Re: Spark SQL 1.1.1 reading LZO compressed json files

2014-12-17 Thread Michael Armbrust
To be a little more clear jsonRDD and jsonFile use the same implementation
underneath.  jsonFile is just a connivence method that does
jsonRDD(sc.textFile(...))

On Wed, Dec 17, 2014 at 11:37 AM, Michael Armbrust mich...@databricks.com
wrote:

 The first pass is inferring the schema of the JSON data.  If you already
 know the schema you can skip this pass by specifying the schema as the
 second parameter to jsonRDD.

 On Wed, Dec 17, 2014 at 10:59 AM, Jerry Lam chiling...@gmail.com wrote:

 Hi Michael,

 This is what I did. I was thinking if there is a more efficient way to
 accomplish this.

 I was doing a very simple benchmark: Convert lzo compressed json files to
 parquet files using SparkSQL vs. Hadoop MR.

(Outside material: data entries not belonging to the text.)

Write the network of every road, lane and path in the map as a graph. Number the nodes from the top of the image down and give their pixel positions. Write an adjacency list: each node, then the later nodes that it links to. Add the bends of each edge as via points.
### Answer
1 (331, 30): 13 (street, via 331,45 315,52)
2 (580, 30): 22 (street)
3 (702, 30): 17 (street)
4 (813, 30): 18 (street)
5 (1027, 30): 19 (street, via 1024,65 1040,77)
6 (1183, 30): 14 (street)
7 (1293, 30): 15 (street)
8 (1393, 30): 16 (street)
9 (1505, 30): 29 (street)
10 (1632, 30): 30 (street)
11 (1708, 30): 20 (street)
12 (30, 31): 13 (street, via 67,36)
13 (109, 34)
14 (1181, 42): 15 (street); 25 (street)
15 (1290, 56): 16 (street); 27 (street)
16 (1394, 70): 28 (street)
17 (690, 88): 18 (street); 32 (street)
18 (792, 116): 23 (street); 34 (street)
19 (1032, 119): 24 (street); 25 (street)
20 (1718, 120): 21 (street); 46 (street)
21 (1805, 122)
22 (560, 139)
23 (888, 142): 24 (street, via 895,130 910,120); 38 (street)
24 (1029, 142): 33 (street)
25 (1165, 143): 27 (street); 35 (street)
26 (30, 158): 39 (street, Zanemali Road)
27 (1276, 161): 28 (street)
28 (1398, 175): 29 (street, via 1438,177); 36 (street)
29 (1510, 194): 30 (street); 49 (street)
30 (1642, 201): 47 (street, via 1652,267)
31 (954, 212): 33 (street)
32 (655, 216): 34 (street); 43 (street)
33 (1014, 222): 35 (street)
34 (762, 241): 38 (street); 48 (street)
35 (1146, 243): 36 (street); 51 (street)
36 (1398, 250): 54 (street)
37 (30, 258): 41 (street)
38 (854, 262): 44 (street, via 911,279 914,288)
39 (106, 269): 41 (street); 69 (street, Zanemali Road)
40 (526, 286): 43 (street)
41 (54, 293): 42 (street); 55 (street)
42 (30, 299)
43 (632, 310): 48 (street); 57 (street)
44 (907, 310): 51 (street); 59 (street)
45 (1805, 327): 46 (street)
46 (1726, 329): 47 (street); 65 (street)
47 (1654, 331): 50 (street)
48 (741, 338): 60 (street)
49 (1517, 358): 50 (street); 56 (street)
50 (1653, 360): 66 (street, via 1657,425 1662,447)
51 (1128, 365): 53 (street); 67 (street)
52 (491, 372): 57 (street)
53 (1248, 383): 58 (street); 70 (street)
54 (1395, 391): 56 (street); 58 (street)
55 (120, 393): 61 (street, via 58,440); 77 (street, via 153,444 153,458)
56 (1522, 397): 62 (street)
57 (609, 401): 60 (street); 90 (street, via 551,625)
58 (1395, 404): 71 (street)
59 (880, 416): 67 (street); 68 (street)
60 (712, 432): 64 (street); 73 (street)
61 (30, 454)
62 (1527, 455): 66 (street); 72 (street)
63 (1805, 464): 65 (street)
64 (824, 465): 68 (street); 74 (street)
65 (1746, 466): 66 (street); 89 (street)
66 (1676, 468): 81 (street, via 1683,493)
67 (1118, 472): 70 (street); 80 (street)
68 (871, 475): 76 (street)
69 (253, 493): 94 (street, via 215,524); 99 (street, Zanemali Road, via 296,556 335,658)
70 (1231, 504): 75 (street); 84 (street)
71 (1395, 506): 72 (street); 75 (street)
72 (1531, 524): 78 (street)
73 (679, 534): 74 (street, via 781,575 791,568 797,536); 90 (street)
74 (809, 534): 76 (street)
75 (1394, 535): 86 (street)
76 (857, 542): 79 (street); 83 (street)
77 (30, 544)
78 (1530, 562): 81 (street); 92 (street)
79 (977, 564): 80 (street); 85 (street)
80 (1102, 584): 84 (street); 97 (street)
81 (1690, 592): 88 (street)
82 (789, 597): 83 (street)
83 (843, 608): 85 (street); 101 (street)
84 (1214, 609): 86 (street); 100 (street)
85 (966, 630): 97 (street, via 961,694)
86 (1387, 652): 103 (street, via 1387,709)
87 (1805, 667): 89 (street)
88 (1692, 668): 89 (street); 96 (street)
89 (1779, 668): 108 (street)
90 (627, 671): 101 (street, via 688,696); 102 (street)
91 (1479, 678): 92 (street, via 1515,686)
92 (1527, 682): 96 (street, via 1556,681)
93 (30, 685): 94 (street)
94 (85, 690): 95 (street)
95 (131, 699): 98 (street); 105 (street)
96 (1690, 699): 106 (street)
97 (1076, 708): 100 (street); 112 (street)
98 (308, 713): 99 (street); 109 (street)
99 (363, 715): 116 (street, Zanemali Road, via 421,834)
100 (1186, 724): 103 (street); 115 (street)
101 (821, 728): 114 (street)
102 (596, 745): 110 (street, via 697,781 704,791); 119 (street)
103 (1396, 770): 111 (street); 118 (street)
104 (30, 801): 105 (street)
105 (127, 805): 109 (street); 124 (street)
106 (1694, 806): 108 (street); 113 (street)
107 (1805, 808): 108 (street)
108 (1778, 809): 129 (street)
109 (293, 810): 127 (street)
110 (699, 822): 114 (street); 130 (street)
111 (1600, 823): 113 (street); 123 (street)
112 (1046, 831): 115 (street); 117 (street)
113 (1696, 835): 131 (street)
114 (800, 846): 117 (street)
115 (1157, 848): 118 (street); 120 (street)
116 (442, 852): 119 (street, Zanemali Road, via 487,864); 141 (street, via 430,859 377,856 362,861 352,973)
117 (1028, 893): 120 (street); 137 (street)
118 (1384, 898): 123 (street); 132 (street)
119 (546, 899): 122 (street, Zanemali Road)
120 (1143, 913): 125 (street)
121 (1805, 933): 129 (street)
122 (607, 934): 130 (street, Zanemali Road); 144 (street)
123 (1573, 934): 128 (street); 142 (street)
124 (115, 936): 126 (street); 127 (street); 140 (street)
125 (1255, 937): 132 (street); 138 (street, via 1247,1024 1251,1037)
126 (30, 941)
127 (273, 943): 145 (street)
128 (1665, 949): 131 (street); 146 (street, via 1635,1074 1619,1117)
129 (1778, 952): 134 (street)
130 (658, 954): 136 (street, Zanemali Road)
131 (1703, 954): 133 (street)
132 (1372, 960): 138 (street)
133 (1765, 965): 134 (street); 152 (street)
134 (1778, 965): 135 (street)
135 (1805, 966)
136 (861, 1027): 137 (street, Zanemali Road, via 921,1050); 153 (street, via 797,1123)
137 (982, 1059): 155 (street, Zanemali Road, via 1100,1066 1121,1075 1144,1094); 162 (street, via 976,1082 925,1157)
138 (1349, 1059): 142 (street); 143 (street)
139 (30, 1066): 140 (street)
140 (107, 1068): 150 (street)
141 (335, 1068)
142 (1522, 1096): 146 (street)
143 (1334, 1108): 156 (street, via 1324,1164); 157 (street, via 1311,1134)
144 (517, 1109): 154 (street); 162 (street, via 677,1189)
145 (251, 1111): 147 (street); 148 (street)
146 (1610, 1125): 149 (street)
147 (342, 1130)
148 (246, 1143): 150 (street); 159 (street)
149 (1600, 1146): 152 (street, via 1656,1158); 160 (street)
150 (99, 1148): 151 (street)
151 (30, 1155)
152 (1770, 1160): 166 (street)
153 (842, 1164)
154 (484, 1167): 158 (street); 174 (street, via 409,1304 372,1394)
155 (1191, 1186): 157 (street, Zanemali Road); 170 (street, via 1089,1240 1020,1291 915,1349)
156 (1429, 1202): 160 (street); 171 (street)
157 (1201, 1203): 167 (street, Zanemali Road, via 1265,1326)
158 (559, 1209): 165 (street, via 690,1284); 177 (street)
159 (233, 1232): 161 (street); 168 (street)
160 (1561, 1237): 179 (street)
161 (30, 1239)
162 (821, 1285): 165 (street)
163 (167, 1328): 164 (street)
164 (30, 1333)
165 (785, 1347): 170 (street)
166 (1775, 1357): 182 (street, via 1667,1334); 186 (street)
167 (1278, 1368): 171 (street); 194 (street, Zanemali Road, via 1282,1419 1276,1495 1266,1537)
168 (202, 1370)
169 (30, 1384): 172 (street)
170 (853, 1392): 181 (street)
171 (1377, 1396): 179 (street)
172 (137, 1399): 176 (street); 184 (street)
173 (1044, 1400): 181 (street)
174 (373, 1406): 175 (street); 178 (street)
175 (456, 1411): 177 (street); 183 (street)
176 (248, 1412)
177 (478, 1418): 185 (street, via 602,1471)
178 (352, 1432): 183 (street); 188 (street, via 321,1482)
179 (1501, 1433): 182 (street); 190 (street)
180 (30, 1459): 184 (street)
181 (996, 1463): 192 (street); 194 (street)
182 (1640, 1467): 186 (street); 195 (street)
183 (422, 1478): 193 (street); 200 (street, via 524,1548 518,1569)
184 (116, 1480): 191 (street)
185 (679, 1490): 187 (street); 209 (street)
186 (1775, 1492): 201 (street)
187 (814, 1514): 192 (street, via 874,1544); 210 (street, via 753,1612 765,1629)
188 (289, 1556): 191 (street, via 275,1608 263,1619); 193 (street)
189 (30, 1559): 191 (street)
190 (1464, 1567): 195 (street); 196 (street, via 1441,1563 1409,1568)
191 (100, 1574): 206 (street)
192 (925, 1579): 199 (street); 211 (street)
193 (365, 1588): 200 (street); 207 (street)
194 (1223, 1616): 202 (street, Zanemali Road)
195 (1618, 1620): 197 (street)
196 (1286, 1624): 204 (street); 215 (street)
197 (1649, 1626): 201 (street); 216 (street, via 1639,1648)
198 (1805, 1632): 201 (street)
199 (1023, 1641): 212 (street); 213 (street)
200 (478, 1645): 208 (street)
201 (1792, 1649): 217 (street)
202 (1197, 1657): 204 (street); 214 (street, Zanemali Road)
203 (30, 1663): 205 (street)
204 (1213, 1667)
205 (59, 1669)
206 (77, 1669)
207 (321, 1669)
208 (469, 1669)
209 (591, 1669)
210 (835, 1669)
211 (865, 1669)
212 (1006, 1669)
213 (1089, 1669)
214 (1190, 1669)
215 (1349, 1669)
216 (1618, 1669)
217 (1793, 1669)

 Spark SQL seems to require 2 stages to accomplish this task:
 Stage 1: read the lzo files using newAPIHadoopFile with
 LzoTextInputFormat and then convert it to JsonRDD
 Stage 2: saveAsParquetFile from the JsonRDD

 In Hadoop, it takes 1 step, a map-only job to read the data and then
 output the json to the parquet file (I'm using elephant bird LzoJsonLoader
 to load the files)

 In some scenarios, Hadoop is faster because it is saving one stage. Did I
 do something wrong?

 Best Regards,

 Jerry


 On Wed, Dec 17, 2014 at 1:29 PM, Michael Armbrust mich...@databricks.com
  wrote:

 You can create an RDD[String] using whatever method and pass that to
 jsonRDD.

 On Wed, Dec 17, 2014 at 8:33 AM, Jerry Lam chiling...@gmail.com wrote:

 Hi Ted,

 Thanks for your help.
 I'm able to read lzo files using sparkContext.newAPIHadoopFile but I
 couldn't do the same for sqlContext because sqlContext.josnFile does not
 provide ways to configure the input file format. Do you know if there are
 some APIs to do that?

 Best Regards,

 Jerry

 On Wed, Dec 17, 2014 at 11:27 AM, Ted Yu yuzhih...@gmail.com wrote:

 See this thread: http://search-hadoop.com/m/JW1q5HAuFv
 which references https://issues.apache.org/jira/browse/SPARK-2394

 Cheers

 On Wed, Dec 17, 2014 at 8:21 AM, Jerry Lam chiling...@gmail.com
 wrote:

 Hi spark users,

 Do you know how to read json files using Spark SQL that are LZO
 compressed?

 I'm looking into sqlContext.jsonFile but I don't know how to
 configure it to read lzo files.

 Best Regards,

 Jerry